Records from a data collection:
╔══
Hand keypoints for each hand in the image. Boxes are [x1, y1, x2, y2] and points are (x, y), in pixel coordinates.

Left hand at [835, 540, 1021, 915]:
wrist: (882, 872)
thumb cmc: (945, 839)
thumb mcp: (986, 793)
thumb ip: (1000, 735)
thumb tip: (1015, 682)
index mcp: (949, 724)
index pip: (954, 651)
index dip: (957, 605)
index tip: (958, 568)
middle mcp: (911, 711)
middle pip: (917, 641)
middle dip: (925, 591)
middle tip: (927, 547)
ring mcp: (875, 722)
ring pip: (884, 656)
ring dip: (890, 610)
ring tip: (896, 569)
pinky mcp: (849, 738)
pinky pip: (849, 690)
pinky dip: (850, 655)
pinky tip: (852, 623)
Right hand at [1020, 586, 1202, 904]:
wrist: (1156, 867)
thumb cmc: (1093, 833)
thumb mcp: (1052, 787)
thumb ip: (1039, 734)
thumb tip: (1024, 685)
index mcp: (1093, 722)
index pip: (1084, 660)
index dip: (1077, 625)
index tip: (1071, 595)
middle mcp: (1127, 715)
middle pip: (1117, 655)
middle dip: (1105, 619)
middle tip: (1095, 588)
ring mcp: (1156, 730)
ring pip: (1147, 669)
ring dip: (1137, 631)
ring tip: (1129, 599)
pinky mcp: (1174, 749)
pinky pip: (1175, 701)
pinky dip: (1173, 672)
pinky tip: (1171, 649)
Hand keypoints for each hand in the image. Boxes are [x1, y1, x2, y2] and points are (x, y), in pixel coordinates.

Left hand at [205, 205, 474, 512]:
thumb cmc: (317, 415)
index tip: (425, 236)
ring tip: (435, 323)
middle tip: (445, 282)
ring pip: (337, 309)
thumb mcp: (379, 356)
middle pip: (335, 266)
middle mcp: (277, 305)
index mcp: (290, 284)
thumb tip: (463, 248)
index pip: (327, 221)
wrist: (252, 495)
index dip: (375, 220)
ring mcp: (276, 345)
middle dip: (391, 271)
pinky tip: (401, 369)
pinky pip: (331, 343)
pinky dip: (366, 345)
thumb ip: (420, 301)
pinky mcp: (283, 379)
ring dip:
╚══
AIM OF THE EXERCISE:
Repeat the data verbatim.

TASK SOLUTION:
Hand keypoints for each hand in the image. Boxes are [x1, y1, x2, y2] and points are (x, y), in pixel coordinates.

Left hand at [835, 540, 1021, 915]:
wrist: (882, 872)
thumb cmc: (945, 839)
thumb mcp: (986, 793)
thumb ip: (1000, 735)
thumb tip: (1015, 682)
index mcp: (949, 724)
index pip: (954, 651)
index dip: (957, 605)
index tip: (958, 568)
middle mcp: (911, 711)
middle pip: (917, 641)
middle dip: (925, 591)
middle tip: (927, 547)
ring mcp: (875, 722)
ring pip: (884, 656)
ring dip: (890, 610)
ring tip: (896, 569)
pinky mcp: (849, 738)
pinky pip: (849, 690)
pinky dip: (850, 655)
pinky tip: (852, 623)
Right hand at [1020, 586, 1202, 904]:
wrist: (1156, 867)
thumb cmc: (1093, 833)
thumb mcp: (1052, 787)
thumb ip: (1039, 734)
thumb tip: (1024, 685)
index mcp: (1093, 722)
index pip: (1084, 660)
index dip: (1077, 625)
index tip: (1071, 595)
middle mcp: (1127, 715)
middle pip: (1117, 655)
middle dip: (1105, 619)
middle tip: (1095, 588)
ring mcp: (1156, 730)
ring pip: (1147, 669)
ring dip: (1137, 631)
ring tip: (1129, 599)
pinky mcp: (1174, 749)
pinky pip: (1175, 701)
pinky dip: (1173, 672)
pinky tip: (1171, 649)
Hand keypoints for each hand in the image. Boxes are [x1, y1, x2, y2] and points are (x, y), in pixel coordinates.

Left hand at [205, 205, 474, 512]:
thumb cmc: (317, 415)
index tip: (425, 236)
ring tip: (435, 323)
middle tip: (445, 282)
ring pip: (337, 309)
thumb mcp: (379, 356)
middle pip: (335, 266)
middle mcp: (277, 305)
index mcp: (290, 284)
thumb tip: (463, 248)
index pip: (327, 221)
wrist: (252, 495)
index dip: (375, 220)
ring mcp: (276, 345)
middle dip: (391, 271)
pinky tip: (401, 369)
pinky pip: (331, 343)
pinky dip: (366, 345)
thumb ip: (420, 301)
pinky mcp: (283, 379)
ring dip:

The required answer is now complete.